Go through the data and count each line that has the string "Viela". Give that count alone.

Dataset entries:
○ ○ ○ ○ ○
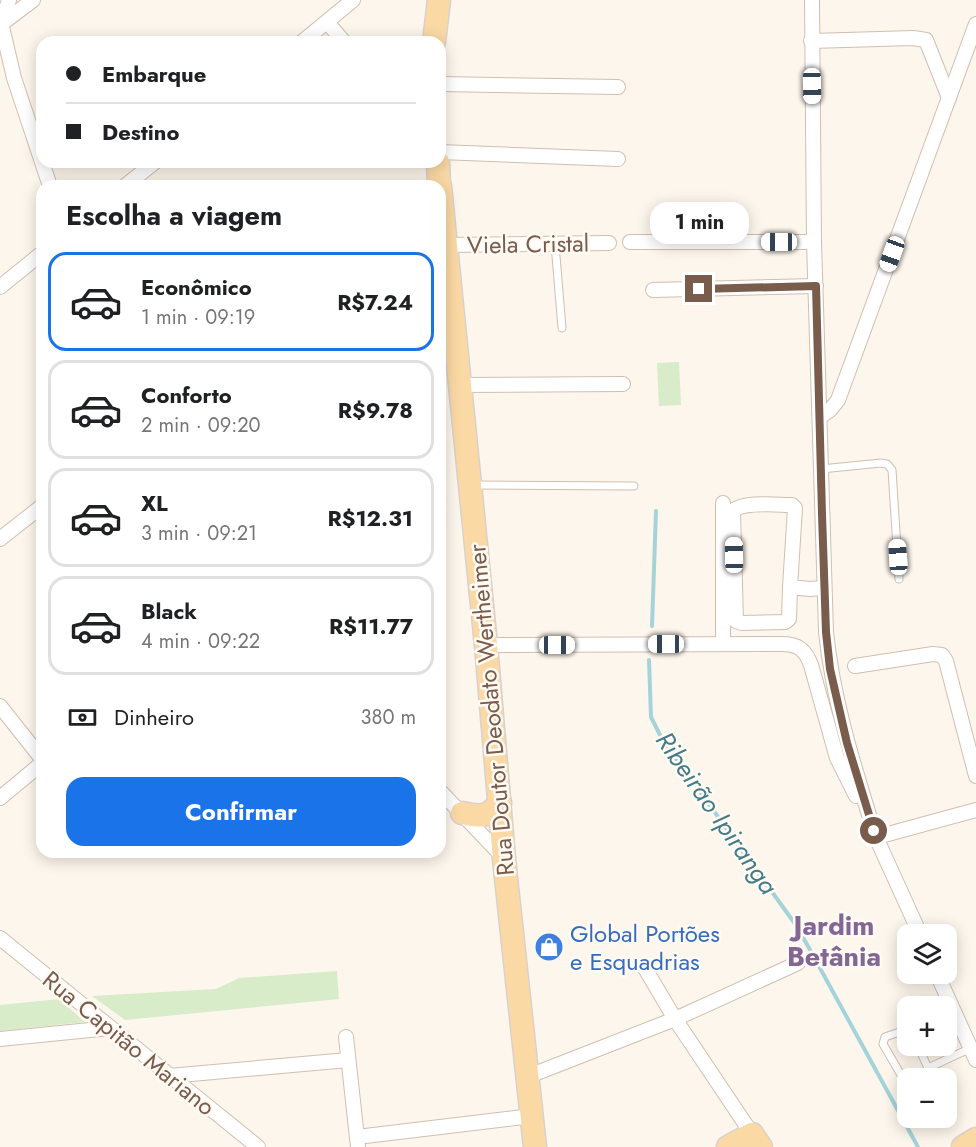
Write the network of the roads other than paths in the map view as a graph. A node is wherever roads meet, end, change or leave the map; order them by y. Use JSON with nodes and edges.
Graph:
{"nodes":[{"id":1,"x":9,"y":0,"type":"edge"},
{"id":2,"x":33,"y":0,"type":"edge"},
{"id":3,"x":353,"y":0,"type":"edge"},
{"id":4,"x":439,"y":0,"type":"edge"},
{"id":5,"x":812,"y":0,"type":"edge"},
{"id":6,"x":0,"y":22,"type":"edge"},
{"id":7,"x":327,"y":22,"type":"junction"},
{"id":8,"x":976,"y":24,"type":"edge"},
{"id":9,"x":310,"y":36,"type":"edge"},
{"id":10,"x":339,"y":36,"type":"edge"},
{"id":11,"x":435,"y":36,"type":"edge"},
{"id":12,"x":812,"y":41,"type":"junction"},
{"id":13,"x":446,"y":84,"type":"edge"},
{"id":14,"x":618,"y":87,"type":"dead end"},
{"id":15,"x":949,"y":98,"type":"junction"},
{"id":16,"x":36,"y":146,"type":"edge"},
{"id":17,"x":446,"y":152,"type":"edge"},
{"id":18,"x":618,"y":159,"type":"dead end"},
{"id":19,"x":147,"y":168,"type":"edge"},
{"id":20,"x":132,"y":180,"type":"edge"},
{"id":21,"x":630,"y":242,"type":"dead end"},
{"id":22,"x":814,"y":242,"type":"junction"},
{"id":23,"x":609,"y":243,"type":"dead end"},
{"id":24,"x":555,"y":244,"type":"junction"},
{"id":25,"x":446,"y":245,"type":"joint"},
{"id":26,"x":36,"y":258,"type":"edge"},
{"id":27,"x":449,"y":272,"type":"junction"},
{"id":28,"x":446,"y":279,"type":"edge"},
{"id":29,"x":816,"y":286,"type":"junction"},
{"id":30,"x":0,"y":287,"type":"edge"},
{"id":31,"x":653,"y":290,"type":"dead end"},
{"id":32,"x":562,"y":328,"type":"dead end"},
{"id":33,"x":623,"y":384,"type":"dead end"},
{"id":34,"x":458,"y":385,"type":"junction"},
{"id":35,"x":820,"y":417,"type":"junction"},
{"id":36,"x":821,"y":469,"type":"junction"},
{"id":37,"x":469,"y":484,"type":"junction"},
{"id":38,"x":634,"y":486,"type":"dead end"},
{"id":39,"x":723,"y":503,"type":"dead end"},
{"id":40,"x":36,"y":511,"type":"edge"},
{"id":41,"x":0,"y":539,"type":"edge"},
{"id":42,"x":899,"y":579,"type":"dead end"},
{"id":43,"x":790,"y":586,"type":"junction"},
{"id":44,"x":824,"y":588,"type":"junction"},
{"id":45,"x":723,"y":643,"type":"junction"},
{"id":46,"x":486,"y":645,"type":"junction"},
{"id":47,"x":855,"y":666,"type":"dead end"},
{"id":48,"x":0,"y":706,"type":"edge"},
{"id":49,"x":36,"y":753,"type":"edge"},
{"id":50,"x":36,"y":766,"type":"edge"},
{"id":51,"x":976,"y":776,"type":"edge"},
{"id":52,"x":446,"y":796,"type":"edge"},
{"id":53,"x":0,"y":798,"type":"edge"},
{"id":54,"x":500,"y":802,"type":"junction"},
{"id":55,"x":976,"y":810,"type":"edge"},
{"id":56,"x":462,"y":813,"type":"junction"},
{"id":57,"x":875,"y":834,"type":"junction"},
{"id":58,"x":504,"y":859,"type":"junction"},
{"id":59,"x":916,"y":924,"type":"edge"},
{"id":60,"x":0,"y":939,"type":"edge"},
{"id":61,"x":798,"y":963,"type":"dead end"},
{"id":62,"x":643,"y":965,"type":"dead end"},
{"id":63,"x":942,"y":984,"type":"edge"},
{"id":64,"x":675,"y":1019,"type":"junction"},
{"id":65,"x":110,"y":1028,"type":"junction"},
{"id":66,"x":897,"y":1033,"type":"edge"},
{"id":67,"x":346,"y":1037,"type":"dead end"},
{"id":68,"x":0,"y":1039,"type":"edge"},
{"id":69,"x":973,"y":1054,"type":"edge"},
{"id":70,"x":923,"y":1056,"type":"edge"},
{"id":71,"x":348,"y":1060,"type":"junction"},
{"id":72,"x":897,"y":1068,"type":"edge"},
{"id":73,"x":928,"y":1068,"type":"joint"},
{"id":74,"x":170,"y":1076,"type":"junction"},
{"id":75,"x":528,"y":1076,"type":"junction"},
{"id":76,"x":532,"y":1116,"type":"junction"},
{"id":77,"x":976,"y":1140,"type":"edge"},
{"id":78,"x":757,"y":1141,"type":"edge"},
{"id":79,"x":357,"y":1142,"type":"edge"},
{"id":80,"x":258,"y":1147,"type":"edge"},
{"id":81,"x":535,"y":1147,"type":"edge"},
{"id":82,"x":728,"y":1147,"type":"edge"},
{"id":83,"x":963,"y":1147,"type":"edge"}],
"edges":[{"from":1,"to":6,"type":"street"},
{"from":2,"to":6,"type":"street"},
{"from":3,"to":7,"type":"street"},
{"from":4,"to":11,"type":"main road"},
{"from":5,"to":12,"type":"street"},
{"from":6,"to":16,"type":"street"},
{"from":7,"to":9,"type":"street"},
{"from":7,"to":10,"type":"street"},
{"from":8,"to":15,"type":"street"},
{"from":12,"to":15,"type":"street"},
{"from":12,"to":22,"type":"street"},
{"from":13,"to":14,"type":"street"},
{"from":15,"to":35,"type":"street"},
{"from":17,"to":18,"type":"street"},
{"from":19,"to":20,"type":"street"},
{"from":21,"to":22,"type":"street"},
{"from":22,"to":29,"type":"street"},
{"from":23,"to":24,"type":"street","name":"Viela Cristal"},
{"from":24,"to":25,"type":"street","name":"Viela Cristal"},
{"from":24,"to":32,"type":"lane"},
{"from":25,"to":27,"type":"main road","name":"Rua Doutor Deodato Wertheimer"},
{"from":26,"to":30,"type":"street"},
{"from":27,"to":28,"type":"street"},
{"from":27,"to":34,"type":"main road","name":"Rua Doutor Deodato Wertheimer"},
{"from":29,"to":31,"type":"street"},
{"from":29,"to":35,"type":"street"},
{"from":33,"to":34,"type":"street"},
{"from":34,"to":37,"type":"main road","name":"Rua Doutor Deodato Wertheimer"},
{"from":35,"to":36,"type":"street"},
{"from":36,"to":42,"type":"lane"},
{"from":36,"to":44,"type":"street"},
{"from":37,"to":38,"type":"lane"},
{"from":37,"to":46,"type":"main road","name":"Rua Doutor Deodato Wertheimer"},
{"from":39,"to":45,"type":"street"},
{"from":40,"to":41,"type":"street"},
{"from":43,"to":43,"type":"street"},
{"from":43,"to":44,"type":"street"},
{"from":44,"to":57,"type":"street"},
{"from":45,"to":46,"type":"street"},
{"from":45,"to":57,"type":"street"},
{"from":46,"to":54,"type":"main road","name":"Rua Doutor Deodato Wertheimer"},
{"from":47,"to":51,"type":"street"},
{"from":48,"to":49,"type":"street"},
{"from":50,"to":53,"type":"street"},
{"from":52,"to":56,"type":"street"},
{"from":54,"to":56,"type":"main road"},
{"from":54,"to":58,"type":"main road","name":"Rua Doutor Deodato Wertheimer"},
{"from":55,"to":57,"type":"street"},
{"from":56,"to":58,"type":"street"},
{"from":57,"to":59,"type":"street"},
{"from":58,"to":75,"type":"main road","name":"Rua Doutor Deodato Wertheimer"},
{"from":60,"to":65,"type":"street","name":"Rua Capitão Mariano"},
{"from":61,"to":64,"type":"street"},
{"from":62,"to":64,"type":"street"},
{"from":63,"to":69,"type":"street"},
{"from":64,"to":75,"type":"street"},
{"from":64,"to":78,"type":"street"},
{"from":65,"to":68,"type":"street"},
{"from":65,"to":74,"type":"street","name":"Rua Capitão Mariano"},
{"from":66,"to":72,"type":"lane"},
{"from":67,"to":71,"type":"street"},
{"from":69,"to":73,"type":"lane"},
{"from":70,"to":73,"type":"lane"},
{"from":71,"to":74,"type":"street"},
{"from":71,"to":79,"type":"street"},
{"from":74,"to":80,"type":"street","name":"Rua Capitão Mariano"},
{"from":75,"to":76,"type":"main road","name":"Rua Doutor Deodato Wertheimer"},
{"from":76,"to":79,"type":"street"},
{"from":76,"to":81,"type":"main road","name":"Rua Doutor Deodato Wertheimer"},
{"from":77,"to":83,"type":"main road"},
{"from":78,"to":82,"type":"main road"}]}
○ ○ ○ ○ ○
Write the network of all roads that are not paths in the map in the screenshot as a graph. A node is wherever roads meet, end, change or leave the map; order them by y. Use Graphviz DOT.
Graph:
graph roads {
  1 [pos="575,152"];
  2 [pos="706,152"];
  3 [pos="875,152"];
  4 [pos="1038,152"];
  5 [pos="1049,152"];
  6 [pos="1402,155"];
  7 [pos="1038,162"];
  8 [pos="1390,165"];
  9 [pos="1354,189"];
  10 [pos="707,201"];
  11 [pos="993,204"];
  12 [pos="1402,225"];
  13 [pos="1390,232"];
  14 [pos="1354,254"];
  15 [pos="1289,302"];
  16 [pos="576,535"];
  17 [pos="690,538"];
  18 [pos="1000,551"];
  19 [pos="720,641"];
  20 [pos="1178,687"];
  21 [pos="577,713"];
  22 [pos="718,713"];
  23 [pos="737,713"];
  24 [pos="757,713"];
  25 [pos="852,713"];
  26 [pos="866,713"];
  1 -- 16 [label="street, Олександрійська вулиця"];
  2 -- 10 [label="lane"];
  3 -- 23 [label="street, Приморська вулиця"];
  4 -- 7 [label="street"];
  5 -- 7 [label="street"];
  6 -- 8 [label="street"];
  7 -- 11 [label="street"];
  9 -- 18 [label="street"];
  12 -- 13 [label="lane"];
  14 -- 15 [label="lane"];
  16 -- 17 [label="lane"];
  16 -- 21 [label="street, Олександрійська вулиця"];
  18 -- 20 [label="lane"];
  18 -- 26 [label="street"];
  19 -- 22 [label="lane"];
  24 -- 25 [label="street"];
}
○ ○ ○ ○ ○
* EXPECTED ANSWER:
2